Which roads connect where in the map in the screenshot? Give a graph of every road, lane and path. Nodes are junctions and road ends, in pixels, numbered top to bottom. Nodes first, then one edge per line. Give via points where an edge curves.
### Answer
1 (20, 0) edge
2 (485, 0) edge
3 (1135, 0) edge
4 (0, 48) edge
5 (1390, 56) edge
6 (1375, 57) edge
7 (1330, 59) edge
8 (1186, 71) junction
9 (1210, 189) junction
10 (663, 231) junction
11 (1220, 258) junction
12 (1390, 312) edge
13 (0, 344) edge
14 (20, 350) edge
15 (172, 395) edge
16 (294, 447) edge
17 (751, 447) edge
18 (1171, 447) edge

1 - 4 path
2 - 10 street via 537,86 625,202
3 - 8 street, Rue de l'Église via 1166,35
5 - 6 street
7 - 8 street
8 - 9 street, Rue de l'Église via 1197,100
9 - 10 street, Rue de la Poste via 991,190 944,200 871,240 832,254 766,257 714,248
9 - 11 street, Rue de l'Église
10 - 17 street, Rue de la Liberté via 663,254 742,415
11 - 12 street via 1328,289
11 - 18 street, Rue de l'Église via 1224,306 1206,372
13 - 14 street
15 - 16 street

■ **Directions for this task**: Print out the entire listing above without any change.

■ **Solution**:
Which roads connect where in the map in the screenshot? Give a graph of every road, lane and path. Nodes are junctions and road ends, in pixels, numbered top to bottom. Nodes first, then one edge per line. Give via points where an edge curves.
### Answer
1 (20, 0) edge
2 (485, 0) edge
3 (1135, 0) edge
4 (0, 48) edge
5 (1390, 56) edge
6 (1375, 57) edge
7 (1330, 59) edge
8 (1186, 71) junction
9 (1210, 189) junction
10 (663, 231) junction
11 (1220, 258) junction
12 (1390, 312) edge
13 (0, 344) edge
14 (20, 350) edge
15 (172, 395) edge
16 (294, 447) edge
17 (751, 447) edge
18 (1171, 447) edge

1 - 4 path
2 - 10 street via 537,86 625,202
3 - 8 street, Rue de l'Église via 1166,35
5 - 6 street
7 - 8 street
8 - 9 street, Rue de l'Église via 1197,100
9 - 10 street, Rue de la Poste via 991,190 944,200 871,240 832,254 766,257 714,248
9 - 11 street, Rue de l'Église
10 - 17 street, Rue de la Liberté via 663,254 742,415
11 - 12 street via 1328,289
11 - 18 street, Rue de l'Église via 1224,306 1206,372
13 - 14 street
15 - 16 street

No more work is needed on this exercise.